Stuff you need to know:

  • While the great white shark does outrank all other sharks in the number of shark attacks, humans are generally too muscular and lean for a typical shark meal. They tend to prefer fatty prey -- for instance, a seal might be 50 percent fat, representing a very efficient meal for great whites.
  • Great white sharks rely primarily on their sense of vision, though they are also equipped with strong senses of hearing and smelling.
  • Its jaws, filled with about 3,000 triangular teeth, are its most notable feature. The great white shark's scientific name is Carcharodon carcharias, which means "ragged tooth" in Latin.
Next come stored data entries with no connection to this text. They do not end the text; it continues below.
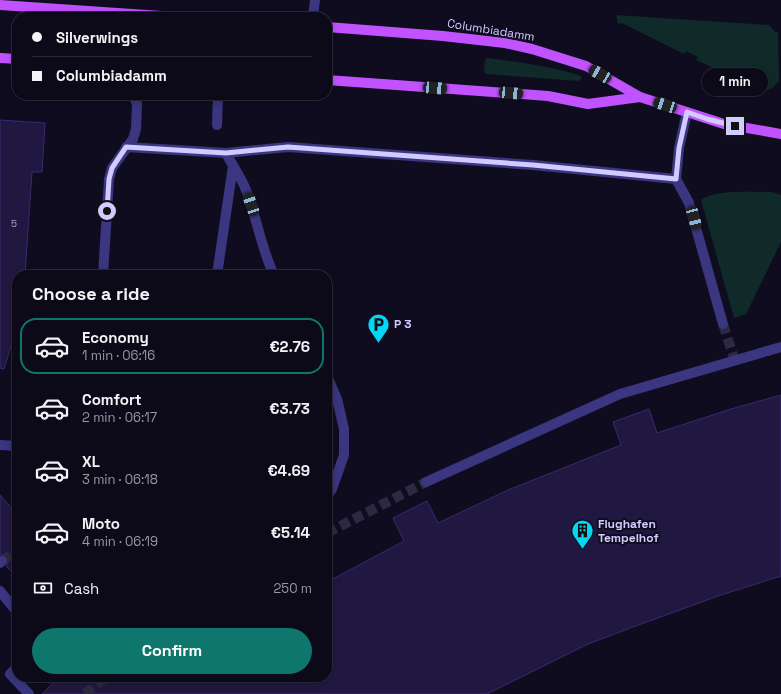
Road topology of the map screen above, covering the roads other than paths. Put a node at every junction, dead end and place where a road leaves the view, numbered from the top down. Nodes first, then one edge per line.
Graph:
1 (315, 0) edge
2 (0, 5) edge
3 (87, 12) edge
4 (314, 12) edge
5 (332, 27) edge
6 (0, 58) edge
7 (12, 59) edge
8 (332, 80) edge
9 (640, 97) junction
10 (136, 100) edge
11 (218, 100) edge
12 (687, 112) junction
13 (217, 125) dead end
14 (781, 134) edge
15 (126, 147) junction
16 (226, 153) junction
17 (233, 166) junction
18 (676, 179) junction
19 (103, 270) edge
20 (218, 270) edge
21 (272, 270) edge
22 (723, 324) tunnel mouth
23 (781, 347) edge
24 (332, 388) edge
25 (0, 446) edge
26 (12, 446) edge
27 (426, 482) tunnel mouth
28 (332, 489) edge
29 (0, 591) edge
30 (12, 606) edge
31 (18, 682) edge
32 (29, 694) edge

1 - 4 lane
2 - 3 main road
5 - 9 main road, Columbiadamm
6 - 7 main road
8 - 9 main road, Columbiadamm
9 - 12 main road, Columbiadamm
10 - 15 lane
11 - 13 lane
12 - 14 main road, Columbiadamm
12 - 18 lane
15 - 16 lane
15 - 19 lane
16 - 17 lane
16 - 18 lane
17 - 20 lane
17 - 21 lane
18 - 22 lane
23 - 27 lane
24 - 28 lane
25 - 26 lane
29 - 30 lane
31 - 32 lane

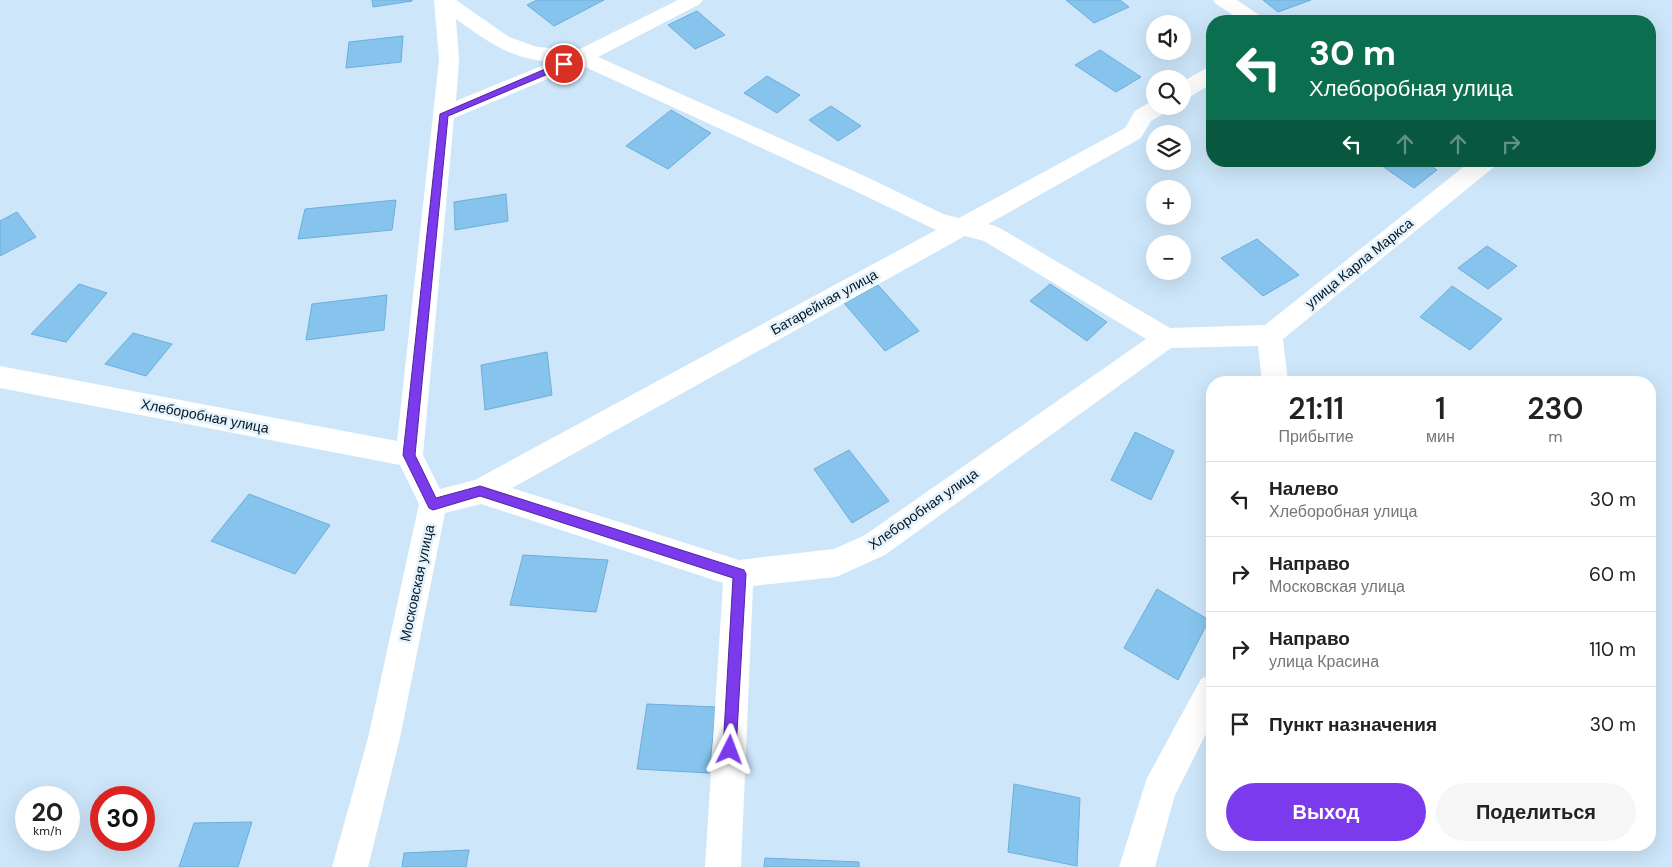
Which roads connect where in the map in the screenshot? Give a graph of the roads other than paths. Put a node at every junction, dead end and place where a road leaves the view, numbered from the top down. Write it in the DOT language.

  • Unlike many other fish and sharks, the great white shark is warm-blooded.
  • Great white sharks are nearly impossible to keep in captivity, so you likely won't find one at the aquarium. As a result, scientists and adventurers alike are always trying to find new ways to get a close look at these fascinating creatures.